Tonight we are going to the start of a Hitchcock film series.  I've never seen Saboteur so it should be interesting.  Robert Cummings is the star and apparently Hitchcock was not happy with him--thought he looked like the comedy star he was noted for and not enough like a drama actor.
But I thought this big of trivia from ImDB was interesting: 
Alfred Hitchcock's original director's cameo was cut by order of the censors. He and his secretary played deaf-mute pedestrians. When Hitch's character made an apparently indecent proposal to her in sign language, she slapped his face. A more conventional cameo in front of a drugstore was substituted.

Every so often I find it remarkable how history seems to go in circles and the more you read, the more you discover that every generation has its awful points.  It's just that this particular point in time seems to be more awful than others.  But is it?

I just finished reading "White Houses," which is the fictionalized version of the relationship between Eleanor Roosevelt and reporter Lenora Hickok, a relationship which lasted for some 7 years, while Hickok lived in the White House.  The author stresses that it is a novel, but it is based on a lot of history that I have both watched and read and it's like she just fills in the dialog and situations she imagines took place while the women were following what is an historical time line.


At the same time I was watching a PBS special on the Kennedy Dynasty and Ken Burns' intimate portrait of the Roosevelts.  While nothing really compares with what we see today, there are scandals and scares a-plenty.  Knowing we weathered them gives some slim hope that they will survive this administration too. (Though I still want to come back in 50 years and read a history book for this time period.)

 I have a special warmth in my heart for Eleanor because she kept a published daily journal from 1936 to 1962.  I have a few years to go to match that record.  Of course she had more interesting days, most days.  They are all, wonderfully, reprinted on line.  (She may have been the very first on-line blogger!)
I checked what her entry was for this date in 1943 (when I was two months old) and found this interesting (I particularly liked it because I think the Jefferson Memorial is my favorite DC memorial)

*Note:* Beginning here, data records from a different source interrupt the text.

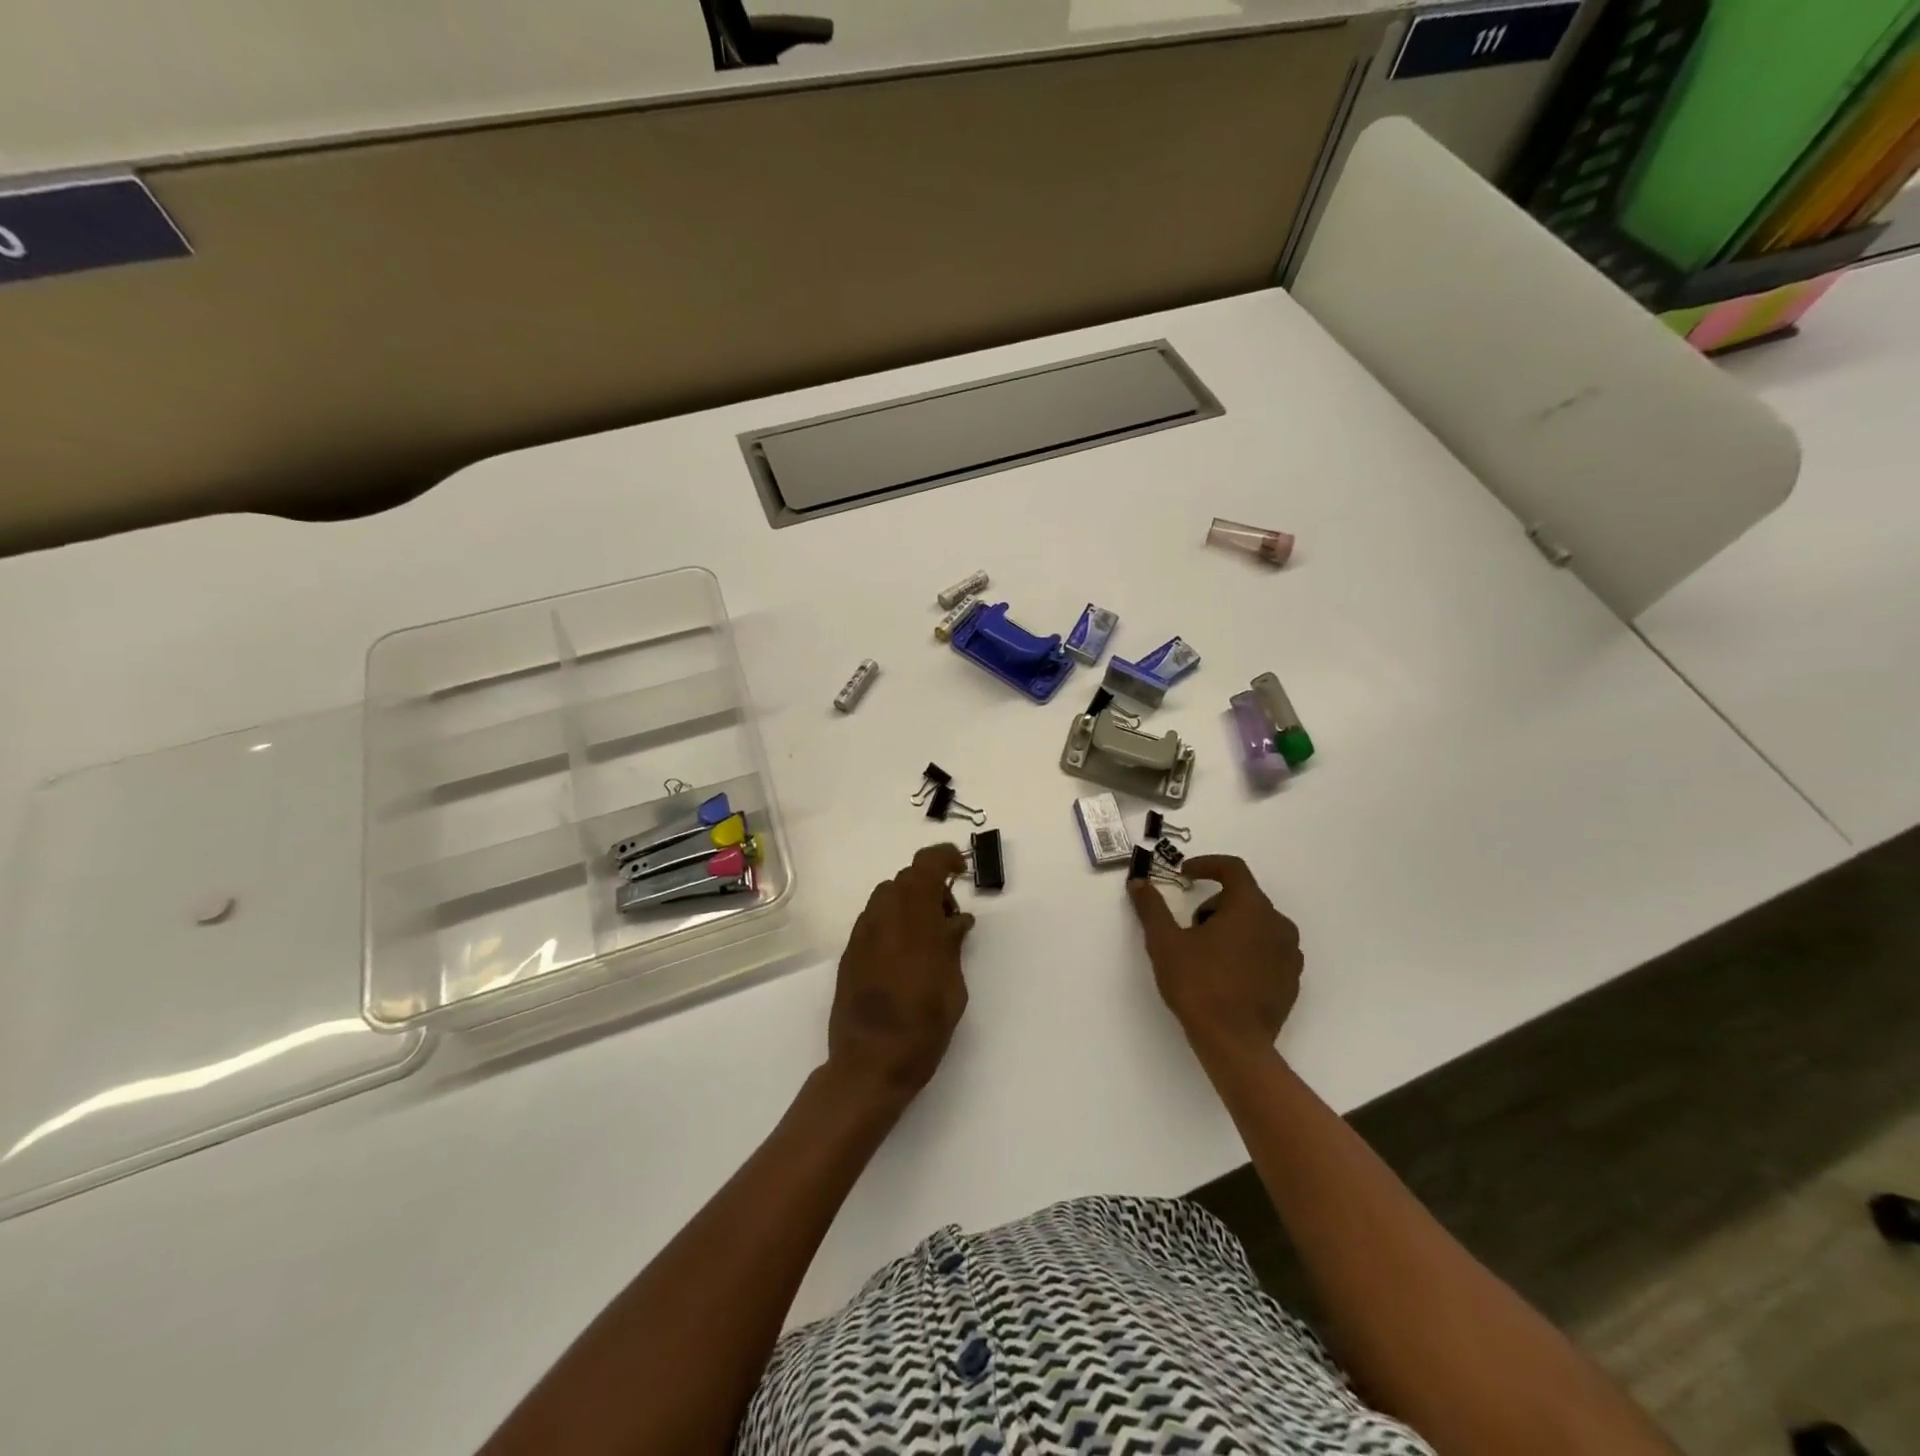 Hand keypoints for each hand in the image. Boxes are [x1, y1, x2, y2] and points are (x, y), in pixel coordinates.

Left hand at [826, 844, 975, 1108]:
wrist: (869, 1063)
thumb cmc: (923, 1028)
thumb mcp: (953, 987)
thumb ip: (952, 945)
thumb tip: (957, 921)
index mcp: (914, 921)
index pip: (925, 865)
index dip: (944, 858)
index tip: (961, 870)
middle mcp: (884, 918)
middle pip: (905, 878)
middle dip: (930, 885)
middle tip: (949, 916)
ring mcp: (862, 934)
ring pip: (886, 895)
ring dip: (909, 902)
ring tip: (927, 935)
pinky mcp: (850, 952)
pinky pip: (874, 919)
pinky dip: (893, 920)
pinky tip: (905, 952)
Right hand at [1127, 855, 1302, 1067]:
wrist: (1234, 1043)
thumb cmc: (1198, 984)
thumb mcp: (1165, 942)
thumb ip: (1152, 907)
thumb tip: (1139, 883)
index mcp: (1250, 907)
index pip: (1233, 868)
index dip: (1207, 865)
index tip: (1185, 875)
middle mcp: (1277, 923)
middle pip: (1244, 897)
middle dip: (1214, 904)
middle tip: (1190, 927)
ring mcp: (1290, 953)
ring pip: (1258, 924)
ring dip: (1232, 927)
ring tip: (1206, 953)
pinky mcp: (1291, 980)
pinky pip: (1269, 950)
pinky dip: (1248, 950)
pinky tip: (1226, 974) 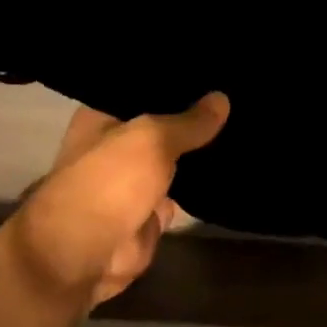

Yesterday morning we attended the dedication of the Jefferson Memorial. It is beginning to look very beautiful and someday, when the cherry trees around it bloom in great profusion, people will forget that we were ever afraid of spoiling the landscape around the Basin. It was my first glimpse of the statue, because the day that I had walked over and read the inscriptions on the inside walls of the building, the statue was not in place.
Today it was silhouetted against the skyline and the effect was very impressive. I like very much the President's emphasis on the fact, that it was Jefferson and his generation which could be easily understood by this generation. Both loved peace and freedom and found they had to fight to preserve the freedom they loved.
It is not only in war, however, that we fight for freedom. One fights for freedom in personal contacts and in many phases of civilian life. When the war is over, the four freedoms will not have been won, we shall simply have dominated their more aggressive enemies. At all times, day by day, we have to continue fighting for freedom of religion, freedom of speech, freedom from fear, and freedom from want— for these are things that must be gained in peace as well as in war.
We are very far in this country from actually facing what the four freedoms mean in our day-by-day actions. If we really live up to them, there are many little habits and customs that we have allowed to grow up among us, which will have to go by the board.
And we haven't changed much since then, have we???  In fact, we are, perhaps, worse off than we were in 1943.  That's pretty depressing to think that in my entire life we have not made permanent progress in terms of the four freedoms.

The next day after a dinner with a group called "the Friends of German Freedom," she wrote:
In many of these countries, the only non-Fascist organization that will exist when the war comes to an end, will be whatever leaders or organizations have been kept alive within the labor group. I think it is important that we, in this country, do all we possibly can to recognize these groups and to strengthen them now and in the future.
In every Axis country, there will undoubtedly be people awaiting the United Nations at the end of the war, who have experience in running industry and large scale agriculture, and who have been active during the past few years because of their willingness not to protest against Fascist control. They may sometimes seem to be the only available material for organization, unless we make it a point to look for those who have led labor in the past.
Since this is to be the century of the common man, there must be a partnership between those who work with their hands and those who work with their heads. They must all insist on their common interest because they are the workers of the world. They are the mass of people who must control their governments in order to have a chance to build a better life throughout the world.
There is no real cleavage between the intellectual and manual contribution, if in both cases the dignity of labor well done is the badge of glory. There is no reason why the workers as a whole cannot join hands in every nation and understand each other and make the future a time of greater opportunity.
Yeah...well we see how well that is working out.